Look through the entries for the string "Eguaras", and copy each line that holds it.

Entries taken from a collection:
------
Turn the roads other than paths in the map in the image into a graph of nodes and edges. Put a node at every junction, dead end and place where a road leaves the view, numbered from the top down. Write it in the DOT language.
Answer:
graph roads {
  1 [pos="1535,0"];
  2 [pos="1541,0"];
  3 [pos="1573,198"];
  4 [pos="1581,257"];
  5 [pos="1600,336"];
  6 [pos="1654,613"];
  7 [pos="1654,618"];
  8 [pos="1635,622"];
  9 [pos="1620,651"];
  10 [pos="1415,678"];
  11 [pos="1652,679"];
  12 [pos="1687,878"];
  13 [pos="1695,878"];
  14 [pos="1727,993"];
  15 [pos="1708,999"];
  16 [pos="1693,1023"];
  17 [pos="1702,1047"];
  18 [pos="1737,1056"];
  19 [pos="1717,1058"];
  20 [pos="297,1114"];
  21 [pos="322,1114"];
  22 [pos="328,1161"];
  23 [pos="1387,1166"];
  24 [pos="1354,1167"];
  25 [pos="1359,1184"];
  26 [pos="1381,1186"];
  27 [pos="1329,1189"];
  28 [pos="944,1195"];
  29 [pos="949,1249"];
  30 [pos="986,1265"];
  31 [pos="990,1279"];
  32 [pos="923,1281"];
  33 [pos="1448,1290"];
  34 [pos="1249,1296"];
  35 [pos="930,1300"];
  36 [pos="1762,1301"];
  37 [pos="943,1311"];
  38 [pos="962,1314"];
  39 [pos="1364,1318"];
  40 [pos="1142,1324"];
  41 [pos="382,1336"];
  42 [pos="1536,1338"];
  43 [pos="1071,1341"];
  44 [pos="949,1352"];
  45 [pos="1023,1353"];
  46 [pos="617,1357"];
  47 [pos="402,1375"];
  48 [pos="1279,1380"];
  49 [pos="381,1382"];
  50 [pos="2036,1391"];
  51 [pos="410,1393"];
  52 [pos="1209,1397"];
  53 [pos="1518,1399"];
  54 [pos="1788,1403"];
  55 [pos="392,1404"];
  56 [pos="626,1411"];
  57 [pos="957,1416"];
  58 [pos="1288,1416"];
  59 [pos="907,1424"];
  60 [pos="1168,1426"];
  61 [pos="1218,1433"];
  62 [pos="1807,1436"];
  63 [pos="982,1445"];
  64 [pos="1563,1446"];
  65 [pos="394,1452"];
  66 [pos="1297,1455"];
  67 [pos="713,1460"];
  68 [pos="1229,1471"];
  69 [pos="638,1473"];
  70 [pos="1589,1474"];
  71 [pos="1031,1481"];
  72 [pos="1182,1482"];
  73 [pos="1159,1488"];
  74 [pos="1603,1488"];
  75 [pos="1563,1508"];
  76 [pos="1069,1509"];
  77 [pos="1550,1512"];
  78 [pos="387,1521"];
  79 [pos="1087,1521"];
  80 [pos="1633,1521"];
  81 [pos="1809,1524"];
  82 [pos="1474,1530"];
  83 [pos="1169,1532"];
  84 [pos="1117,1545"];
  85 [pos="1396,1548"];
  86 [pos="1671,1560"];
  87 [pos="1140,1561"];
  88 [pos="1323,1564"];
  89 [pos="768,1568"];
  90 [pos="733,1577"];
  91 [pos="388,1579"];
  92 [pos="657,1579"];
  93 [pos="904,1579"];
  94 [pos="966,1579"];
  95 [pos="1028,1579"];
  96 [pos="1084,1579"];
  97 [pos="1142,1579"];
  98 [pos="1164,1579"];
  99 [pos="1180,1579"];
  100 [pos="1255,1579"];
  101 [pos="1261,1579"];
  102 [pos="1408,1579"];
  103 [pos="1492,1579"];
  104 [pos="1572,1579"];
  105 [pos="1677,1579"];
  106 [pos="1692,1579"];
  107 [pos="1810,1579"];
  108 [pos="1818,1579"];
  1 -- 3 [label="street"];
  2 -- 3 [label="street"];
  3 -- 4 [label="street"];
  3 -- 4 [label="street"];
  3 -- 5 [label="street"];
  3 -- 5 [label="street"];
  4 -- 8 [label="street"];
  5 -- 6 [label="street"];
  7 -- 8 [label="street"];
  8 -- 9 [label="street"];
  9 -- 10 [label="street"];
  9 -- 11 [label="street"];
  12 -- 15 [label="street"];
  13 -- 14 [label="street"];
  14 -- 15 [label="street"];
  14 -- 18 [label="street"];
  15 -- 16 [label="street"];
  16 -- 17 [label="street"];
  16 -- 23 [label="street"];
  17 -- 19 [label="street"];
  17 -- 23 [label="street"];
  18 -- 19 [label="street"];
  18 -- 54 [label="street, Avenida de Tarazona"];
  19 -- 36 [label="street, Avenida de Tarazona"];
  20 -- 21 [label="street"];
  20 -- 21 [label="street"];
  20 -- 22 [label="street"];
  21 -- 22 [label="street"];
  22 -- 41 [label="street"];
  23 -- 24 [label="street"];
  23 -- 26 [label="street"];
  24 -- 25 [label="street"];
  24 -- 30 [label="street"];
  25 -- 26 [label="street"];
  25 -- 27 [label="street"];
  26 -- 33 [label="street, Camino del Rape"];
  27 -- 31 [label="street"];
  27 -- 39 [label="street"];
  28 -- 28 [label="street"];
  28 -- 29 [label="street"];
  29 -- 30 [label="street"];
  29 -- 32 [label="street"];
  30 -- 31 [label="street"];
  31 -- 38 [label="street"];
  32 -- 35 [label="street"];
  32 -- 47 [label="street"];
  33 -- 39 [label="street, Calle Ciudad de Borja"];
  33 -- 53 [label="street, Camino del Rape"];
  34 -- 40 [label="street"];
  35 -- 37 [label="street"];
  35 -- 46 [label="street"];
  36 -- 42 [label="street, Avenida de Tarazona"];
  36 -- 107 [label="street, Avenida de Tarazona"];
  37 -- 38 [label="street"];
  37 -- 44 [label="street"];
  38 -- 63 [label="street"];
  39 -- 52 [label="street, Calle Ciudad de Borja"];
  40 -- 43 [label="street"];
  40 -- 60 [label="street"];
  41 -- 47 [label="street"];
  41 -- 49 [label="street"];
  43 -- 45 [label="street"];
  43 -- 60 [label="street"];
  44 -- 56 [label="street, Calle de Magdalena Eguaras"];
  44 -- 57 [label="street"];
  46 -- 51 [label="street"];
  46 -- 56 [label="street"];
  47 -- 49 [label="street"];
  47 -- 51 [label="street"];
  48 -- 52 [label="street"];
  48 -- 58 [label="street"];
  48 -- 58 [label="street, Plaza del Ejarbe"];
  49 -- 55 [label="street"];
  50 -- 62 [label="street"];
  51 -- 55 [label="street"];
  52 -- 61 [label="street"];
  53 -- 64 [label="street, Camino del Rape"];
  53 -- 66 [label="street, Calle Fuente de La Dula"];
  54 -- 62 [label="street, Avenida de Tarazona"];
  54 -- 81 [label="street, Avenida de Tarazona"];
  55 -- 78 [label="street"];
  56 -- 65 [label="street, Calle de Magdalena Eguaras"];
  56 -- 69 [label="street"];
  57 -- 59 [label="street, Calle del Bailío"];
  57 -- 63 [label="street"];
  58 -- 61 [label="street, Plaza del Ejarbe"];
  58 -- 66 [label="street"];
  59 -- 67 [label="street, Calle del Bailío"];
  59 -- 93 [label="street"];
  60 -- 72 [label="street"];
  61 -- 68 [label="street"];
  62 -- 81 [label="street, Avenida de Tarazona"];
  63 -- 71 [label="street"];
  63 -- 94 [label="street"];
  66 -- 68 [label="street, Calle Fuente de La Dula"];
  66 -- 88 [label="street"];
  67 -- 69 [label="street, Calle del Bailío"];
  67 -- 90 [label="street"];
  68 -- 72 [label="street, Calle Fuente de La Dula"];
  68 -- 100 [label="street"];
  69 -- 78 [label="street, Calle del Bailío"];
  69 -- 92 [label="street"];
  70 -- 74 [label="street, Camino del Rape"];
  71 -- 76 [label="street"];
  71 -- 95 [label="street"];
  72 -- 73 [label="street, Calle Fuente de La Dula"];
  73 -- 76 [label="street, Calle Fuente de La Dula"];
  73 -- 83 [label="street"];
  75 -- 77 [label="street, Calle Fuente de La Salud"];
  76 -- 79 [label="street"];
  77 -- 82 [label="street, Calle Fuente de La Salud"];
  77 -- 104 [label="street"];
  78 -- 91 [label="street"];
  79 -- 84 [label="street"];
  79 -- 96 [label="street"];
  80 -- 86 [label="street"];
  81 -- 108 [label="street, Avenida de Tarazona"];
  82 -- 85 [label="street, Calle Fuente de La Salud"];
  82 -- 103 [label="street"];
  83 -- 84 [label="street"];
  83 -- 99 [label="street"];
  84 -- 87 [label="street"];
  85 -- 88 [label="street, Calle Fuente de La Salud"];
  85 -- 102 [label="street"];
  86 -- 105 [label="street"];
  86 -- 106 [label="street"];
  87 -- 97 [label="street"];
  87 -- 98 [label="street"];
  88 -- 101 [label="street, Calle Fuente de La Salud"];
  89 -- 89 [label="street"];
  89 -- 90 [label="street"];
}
------
#### [SOLVED EXERCISE]
  44 -- 56 [label="street, Calle de Magdalena Eguaras"];
  56 -- 65 [label="street, Calle de Magdalena Eguaras"];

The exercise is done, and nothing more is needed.